TASK INPUTS ->
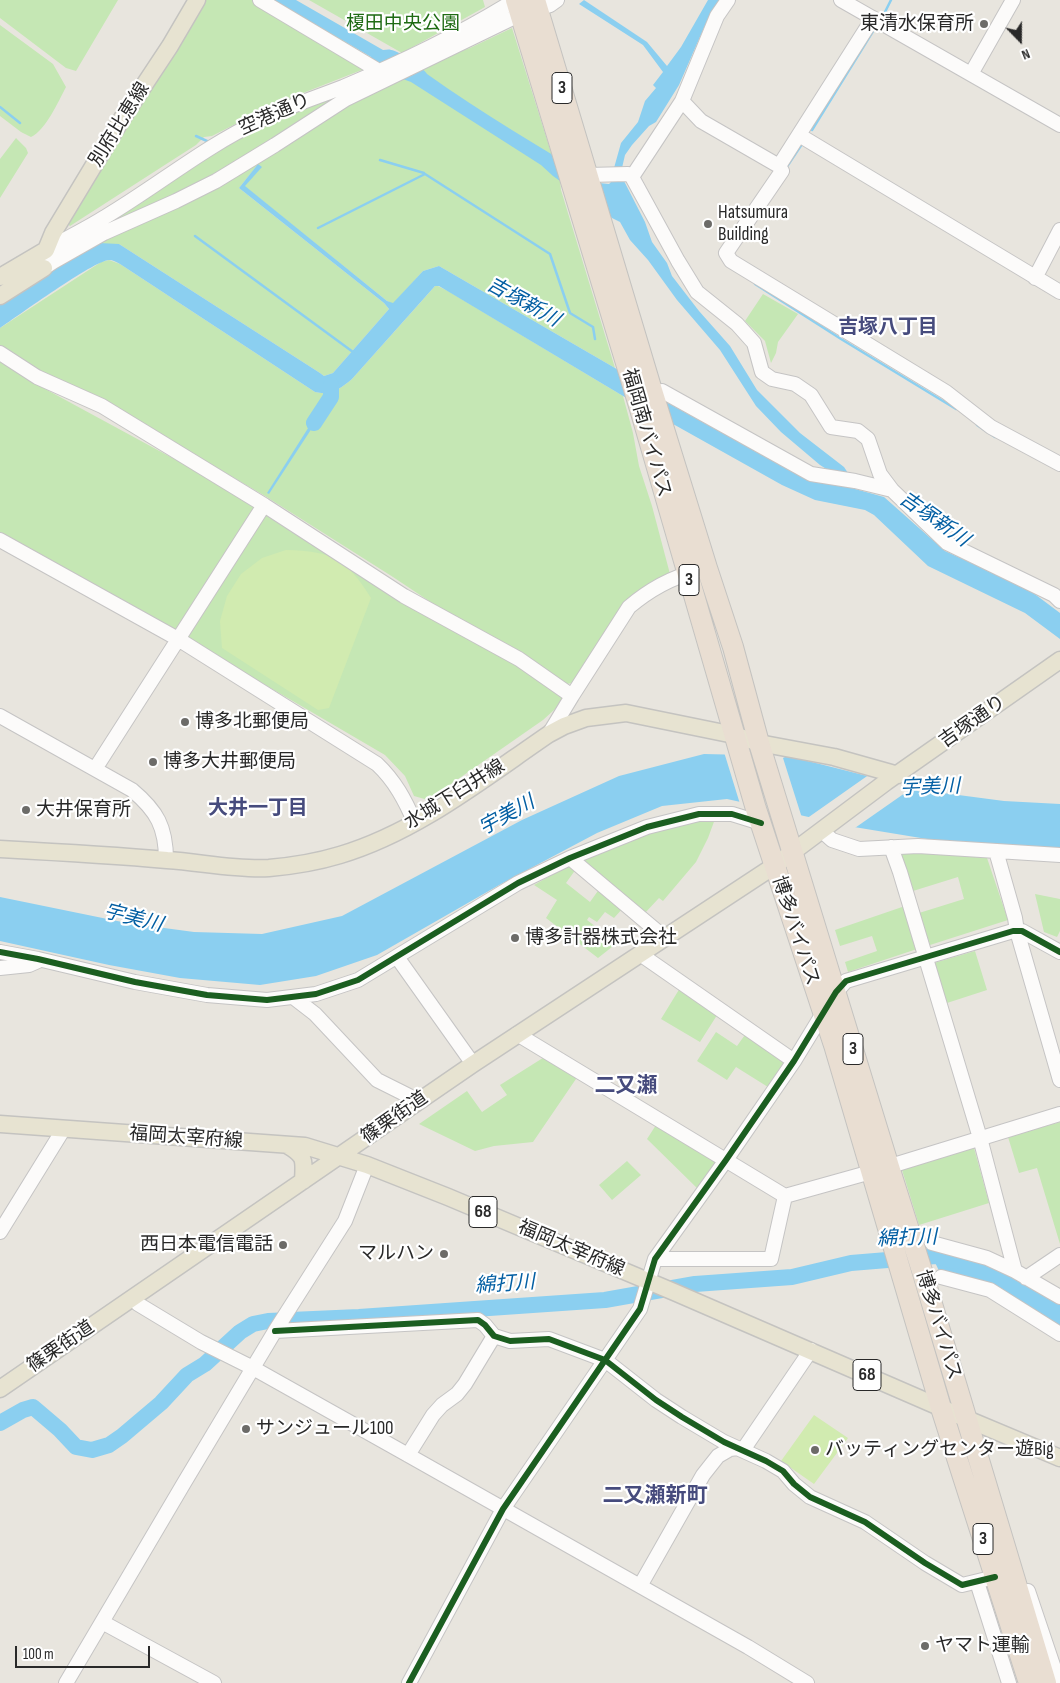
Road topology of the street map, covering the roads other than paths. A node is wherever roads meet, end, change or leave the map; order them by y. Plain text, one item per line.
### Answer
1 (197, 0) edge
2 (260, 0) edge
3 (558, 0) edge
4 (728, 0) edge
5 (841, 0) edge
6 (1013, 0) edge
7 (525, 4) edge
8 (873, 18) junction
9 (971, 74) junction
10 (383, 75) junction
11 (682, 101) junction
12 (1060, 125) edge
13 (799, 135) junction
14 (779, 166) junction
15 (588, 175) junction
16 (632, 177) junction
17 (1060, 230) edge
18 (46, 250) junction
19 (44, 268) joint
20 (0, 277) edge
21 (1035, 278) junction
22 (1060, 292) edge
23 (0, 296) edge
24 (0, 353) edge
25 (656, 388) junction
26 (1060, 464) edge
27 (892, 490) junction
28 (264, 505) junction
29 (0, 540) edge
30 (706, 568) junction
31 (687, 574) junction
32 (1060, 601) edge
33 (178, 640) junction
34 (1060, 660) edge
35 (572, 696) junction
36 (0, 716) edge
37 (549, 734) junction
38 (737, 743) junction
39 (761, 746) junction
40 (95, 769) junction
41 (892, 778) junction
42 (758, 816) junction
43 (415, 823) junction
44 (822, 831) junction
45 (891, 847) junction
46 (0, 849) edge
47 (996, 851) junction
48 (794, 852) junction
49 (1060, 855) edge
50 (570, 858) junction
51 (166, 860) junction
52 (774, 866) junction
53 (1017, 931) junction
54 (664, 937) junction
55 (0, 952) edge
56 (1060, 952) edge
57 (640, 954) junction
58 (925, 957) junction
59 (397, 958) junction
60 (42, 960) junction
61 (0, 968) edge
62 (836, 992) junction
63 (293, 997) junction
64 (823, 1015) junction
65 (517, 1034) junction
66 (794, 1061) junction
67 (473, 1064) junction
68 (1060, 1080) edge
69 (419, 1101) junction
70 (1060, 1114) edge
71 (0, 1124) edge
72 (63, 1130) junction
73 (980, 1138) junction
74 (287, 1145) junction
75 (339, 1156) junction
76 (726, 1160) junction
77 (367, 1165) junction
78 (880, 1170) junction
79 (303, 1181) junction
80 (785, 1196) junction
81 (0, 1232) edge
82 (923, 1244) junction
83 (1060, 1255) edge
84 (651, 1271) junction
85 (1020, 1274) junction
86 (932, 1275) junction
87 (1060, 1297) edge
88 (133, 1298) junction
89 (277, 1328) junction
90 (1060, 1334) edge
91 (494, 1336) junction
92 (811, 1350) junction
93 (605, 1360) junction
94 (253, 1368) junction
95 (0, 1389) edge
96 (941, 1408) junction
97 (967, 1419) junction
98 (740, 1449) junction
99 (408, 1455) junction
100 (1060, 1458) edge
101 (503, 1509) junction
102 (1006, 1555) junction
103 (986, 1579) junction
104 (640, 1586) junction
105 (102, 1622) junction
106 (1053, 1647) edge
107 (1035, 1676) edge
108 (66, 1683) edge
109 (214, 1683) edge
110 (409, 1683) edge
111 (808, 1683) edge
112 (1009, 1683) edge
113 (1059, 1683) edge

1 - 18 main road, 別府比恵線
2 - 10 street
3 - 7 street, 空港通り
4 - 11 street
5 - 8 street
6 - 9 street
7 - 10 street, 空港通り
7 - 15 highway, 福岡南バイパス / 3
7 - 31 highway, 福岡南バイパス / 3
8 - 9 street
8 - 13 street
9 - 12 street
10 - 18 street, 空港通り
10 - 19 street
11 - 14 street
11 - 16 street
13 - 14 street
13 - 21 street
14 - 26 street
15 - 16 street
15 - 25 highway, 福岡南バイパス / 3
16 - 27 street
17 - 21 street
18 - 20 main road
19 - 23 main road
21 - 22 street
24 - 28 street
25 - 27 street
25 - 30 highway, 福岡南バイパス / 3
27 - 32 street
28 - 33 street
28 - 35 street
29 - 33 street
30 - 31 street
30 - 39 highway, 福岡南バイパス / 3
31 - 35 street
31 - 38 highway, 福岡南バイパス / 3
33 - 40 street
33 - 43 street
34 - 41 main road, 吉塚通り
35 - 37 street
36 - 40 street
37 - 38 main road, 水城下臼井線
37 - 43 main road, 水城下臼井線
38 - 39 main road, 水城下臼井線
38 - 42 highway, 福岡南バイパス / 3
39 - 41 main road, 水城下臼井線
39 - 48 highway, 福岡南バイパス / 3
40 - 51 street
41 - 44 main road, 吉塚通り
42 - 50 street
42 - 52 highway, 福岡南バイパス / 3
43 - 51 main road, 水城下臼井線
44 - 45 street
44 - 48 main road
45 - 47 street
45 - 58 street
46 - 51 main road, 水城下臼井線
47 - 49 street
47 - 53 street
48 - 52 main road, 篠栗街道
48 - 62 highway, 博多バイパス / 3
50 - 54 street
50 - 59 street
52 - 54 main road, 篠栗街道
52 - 64 highway, 博多バイパス / 3
53 - 56 street
53 - 58 street
53 - 68 street
54 - 57 main road, 篠栗街道
55 - 60 street
57 - 65 main road, 篠栗街道
57 - 66 street
58 - 62 street
58 - 73 street
59 - 63 street
59 - 67 street
60 - 61 street
60 - 63 street
62 - 64 street
62 - 78 highway, 博多バイパス / 3
63 - 69 street
64 - 66 street
64 - 78 highway, 博多バイパス / 3
65 - 67 main road, 篠栗街道
65 - 76 street
66 - 76 street
67 - 69 main road, 篠栗街道
69 - 75 main road, 篠栗街道
70 - 73 street
71 - 72 main road, 福岡太宰府線 / 68
72 - 74 main road, 福岡太宰府線 / 68
72 - 81 street
73 - 78 street
73 - 85 street
74 - 75 main road, 福岡太宰府線 / 68
74 - 79 main road
75 - 77 main road, 福岡太宰府線 / 68
75 - 79 main road, 篠栗街道
76 - 80 street
76 - 84 street
77 - 84 main road, 福岡太宰府線 / 68
77 - 89 street
78 - 80 street
78 - 82 highway, 博多バイパス / 3
78 - 96 highway, 博多バイパス / 3
79 - 88 main road, 篠栗街道
80 - 84 street
82 - 85 street
82 - 86 highway, 博多バイパス / 3
83 - 85 street
84 - 92 main road, 福岡太宰府線 / 68
84 - 93 street
85 - 87 street
86 - 90 street
86 - 97 highway, 博多バイパス / 3
88 - 94 street
88 - 95 main road, 篠栗街道
89 - 91 street
89 - 94 street
91 - 93 street
91 - 99 street
92 - 96 main road, 福岡太宰府線 / 68
92 - 98 street
93 - 98 street
93 - 101 street
94 - 99 street
94 - 105 street
96 - 97 main road, 福岡太宰府線 / 68
96 - 103 highway, 博多バイパス / 3
97 - 100 main road, 福岡太宰府線 / 68
97 - 102 highway, 博多バイパス / 3
98 - 103 street
98 - 104 street
99 - 101 street
101 - 104 street
101 - 110 street
102 - 106 street
102 - 107 highway, 博多バイパス / 3
103 - 107 highway, 博多バイパス / 3
103 - 112 street
104 - 111 street
105 - 108 street
105 - 109 street
106 - 113 street

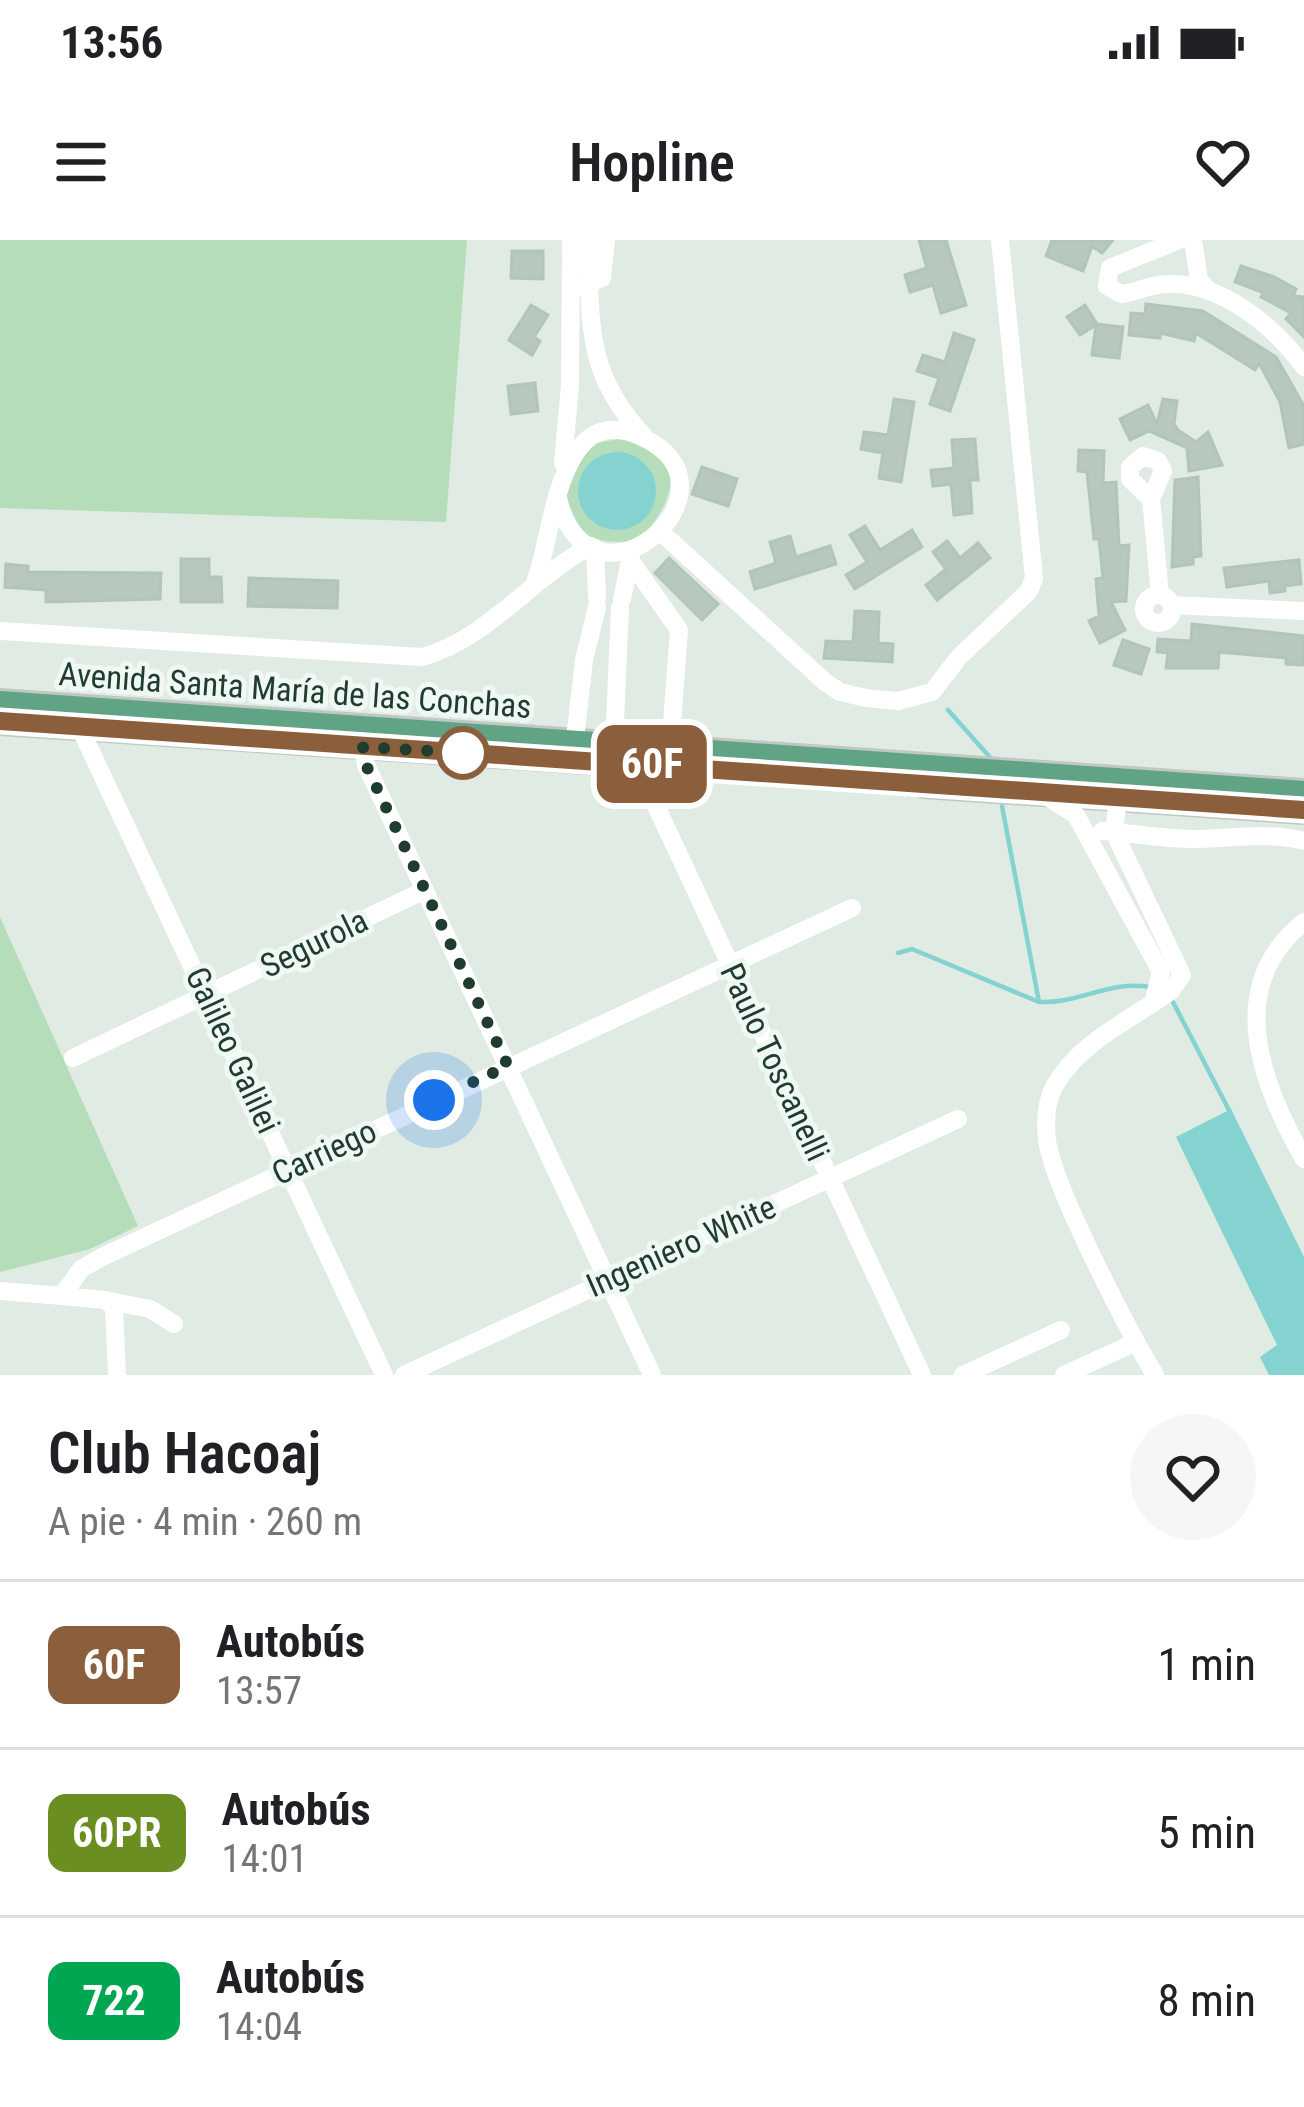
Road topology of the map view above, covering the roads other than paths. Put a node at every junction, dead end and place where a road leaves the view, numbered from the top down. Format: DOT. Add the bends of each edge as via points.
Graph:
graph roads {
  1 [pos="571,240"];
  2 [pos="588,240"];
  3 [pos="606,240"];
  4 [pos="1000,240"];
  5 [pos="1179,240"];
  6 [pos="1193,240"];
  7 [pos="580,287"];
  8 [pos="1207,289"];
  9 [pos="1304,367"];
  10 [pos="648,439"];
  11 [pos="562,470"];
  12 [pos="558,499"];
  13 [pos="1151,499"];
  14 [pos="662,533"];
  15 [pos="593,547"];
  16 [pos="631,555"];
  17 [pos="534,584"];
  18 [pos="597,609"];
  19 [pos="620,610"];
  20 [pos="1304,611"];
  21 [pos="0,631"];
  22 [pos="584,660"];
  23 [pos="619,660"];
  24 [pos="0,703"];
  25 [pos="0,721"];
  26 [pos="79,726"];
  27 [pos="363,747"];
  28 [pos="670,750"];
  29 [pos="573,756"];
  30 [pos="623,758"];
  31 [pos="1037,792"];
  32 [pos="1304,793"];
  33 [pos="1118,798"];
  34 [pos="1246,806"];
  35 [pos="1304,810"];
  36 [pos="1085,830"];
  37 [pos="1114,832"];
  38 [pos="1304,837"];
  39 [pos="424,890"];
  40 [pos="853,908"];
  41 [pos="1304,922"];
  42 [pos="730,966"];
  43 [pos="208,994"];
  44 [pos="1153,1003"];
  45 [pos="73,1058"];
  46 [pos="508,1066"];
  47 [pos="958,1119"];
  48 [pos="1304,1159"];
  49 [pos="287,1169"];
  50 [pos="830,1179"];
  51 [pos="607,1279"];
  52 [pos="0,1291"];
  53 [pos="62,1296"];
  54 [pos="105,1300"];
  55 [pos="173,1324"];
  56 [pos="1061,1330"];
  57 [pos="1136,1342"];
  58 [pos="117,1375"];
  59 [pos="384,1375"];
  60 [pos="404,1375"];
  61 [pos="652,1375"];
  62 [pos="922,1375"];
  63 [pos="963,1375"];
  64 [pos="1064,1375"];
  65 [pos="1155,1375"];
  1 -- 7 [label="street"];
  2 -- 7 [label="street"];
  3 -- 7 [label="street" via="607,266"];
  4 -- 14 [label="street" via="1034,578 932,692 866,698 826,682"];
  5 -- 8 [label="street" via="1110,268 1107,286 1121,294 1170,284"];
  6 -- 8 [label="street"];
  7 -- 10 [label="street" via="601,376"];
  7 -- 11 [label="street"];
  8 -- 9 [label="street" via="1264,326"];
  10 -- 11 [label="street" via="598,435"];
  10 -- 14 [label="street" via="673,465 678,483"];
  11 -- 12 [label="street"];
  12 -- 15 [label="street" via="569,527"];
  12 -- 17 [label="street"];
  13 -- 20 [label="street" via="1166,600"];
  14 -- 16 [label="street"];
  15 -- 16 [label="street"];
  15 -- 17 [label="street"];
  15 -- 18 [label="street"];
  16 -- 19 [label="street"];
  16 -- 28 [label="street" via="680,630"];
  17 -- 21 [label="street" via="437,652 400,659"];
  18 -- 19 [label="street"];
  18 -- 22 [label="street"];
  19 -- 23 [label="street"];
  22 -- 23 [label="street"];
  22 -- 29 [label="street"];
  23 -- 30 [label="street"];
  24 -- 29 [label="main road, Avenida Santa María de las Conchas"];
  25 -- 26 [label="main road, Avenida Santa María de las Conchas"];
  26 -- 27 [label="main road, Avenida Santa María de las Conchas"];
  26 -- 43 [label="street, Galileo Galilei"];
  27 -- 29 [label="main road, Avenida Santa María de las Conchas"];
  27 -- 39 [label="street"];
  28 -- 30 [label="main road, Avenida Santa María de las Conchas"];
  28 -- 32 [label="main road, Avenida Santa María de las Conchas"];
  29 -- 30 [label="main road, Avenida Santa María de las Conchas"];
  30 -- 31 [label="main road, Avenida Santa María de las Conchas"];
  30 -- 42 [label="street, Paulo Toscanelli"];
  31 -- 33 [label="main road, Avenida Santa María de las Conchas"];
  31 -- 36 [label="street" via="1076,814"];
  33 -- 34 [label="main road, Avenida Santa María de las Conchas"];
  33 -- 37 [label="street"];
  34 -- 35 [label="main road, Avenida Santa María de las Conchas"];
  34 -- 38 [label="street"];
  36 -- 37 [label="street"];
  36 -- 44 [label="street" via="1160,972"];
  37 -- 38 [label="street"];
  37 -- 44 [label="street" via="1179,959 1182,974"];
  39 -- 43 [label="street, Segurola"];
  39 -- 46 [label="street"];
  40 -- 42 [label="street, Carriego"];
  41 -- 48 [label="street" via="1266,968 1255,1014 1272,1097"];
  42 -- 46 [label="street, Carriego"];
  42 -- 50 [label="street, Paulo Toscanelli"];
  43 -- 45 [label="street, Segurola"];
  43 -- 49 [label="street, Galileo Galilei"];
  44 -- 57 [label="street" via="1086,1048 1055,1085 1047,1109 1060,1178"];
  46 -- 49 [label="street, Carriego"];
  46 -- 51 [label="street"];
  47 -- 50 [label="street, Ingeniero White"];
  49 -- 53 [label="street, Carriego" via="102,1257 81,1269"];
  49 -- 59 [label="street, Galileo Galilei"];
  50 -- 51 [label="street, Ingeniero White"];
  50 -- 62 [label="street, Paulo Toscanelli"];
  51 -- 60 [label="street, Ingeniero White"];
  51 -- 61 [label="street"];
  52 -- 53 [label="street"];
  53 -- 54 [label="street"];
  54 -- 55 [label="street"];
  54 -- 58 [label="street" via="116,1316"];
  56 -- 63 [label="street"];
  57 -- 64 [label="street"];
  57 -- 65 [label="street"];
}
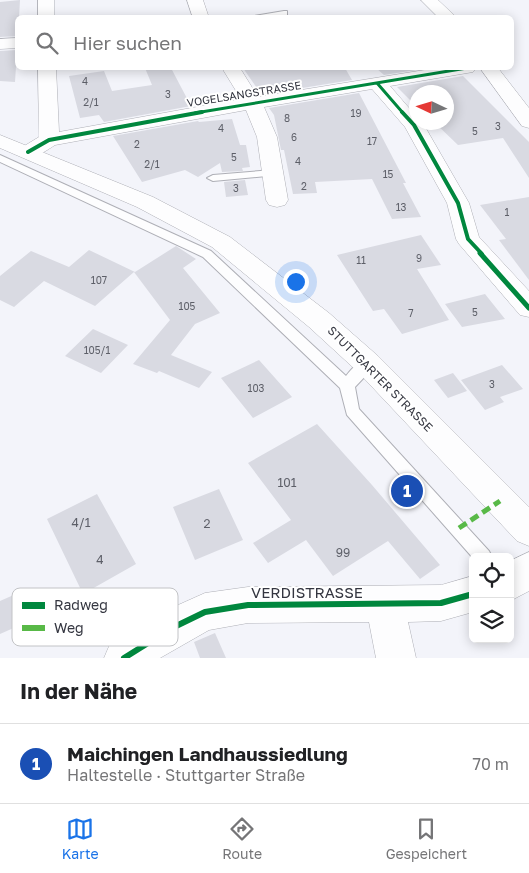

PROBLEM DESCRIPTION -> Only lines containing the string "篠栗街道" belong in the answer; find them in the data above and copy them.

WRITTEN ANSWER ->
48 - 52 main road, 篠栗街道
52 - 54 main road, 篠栗街道
54 - 57 main road, 篠栗街道
57 - 65 main road, 篠栗街道
65 - 67 main road, 篠栗街道
67 - 69 main road, 篠栗街道
69 - 75 main road, 篠栗街道
75 - 79 main road, 篠栗街道
79 - 88 main road, 篠栗街道
88 - 95 main road, 篠栗街道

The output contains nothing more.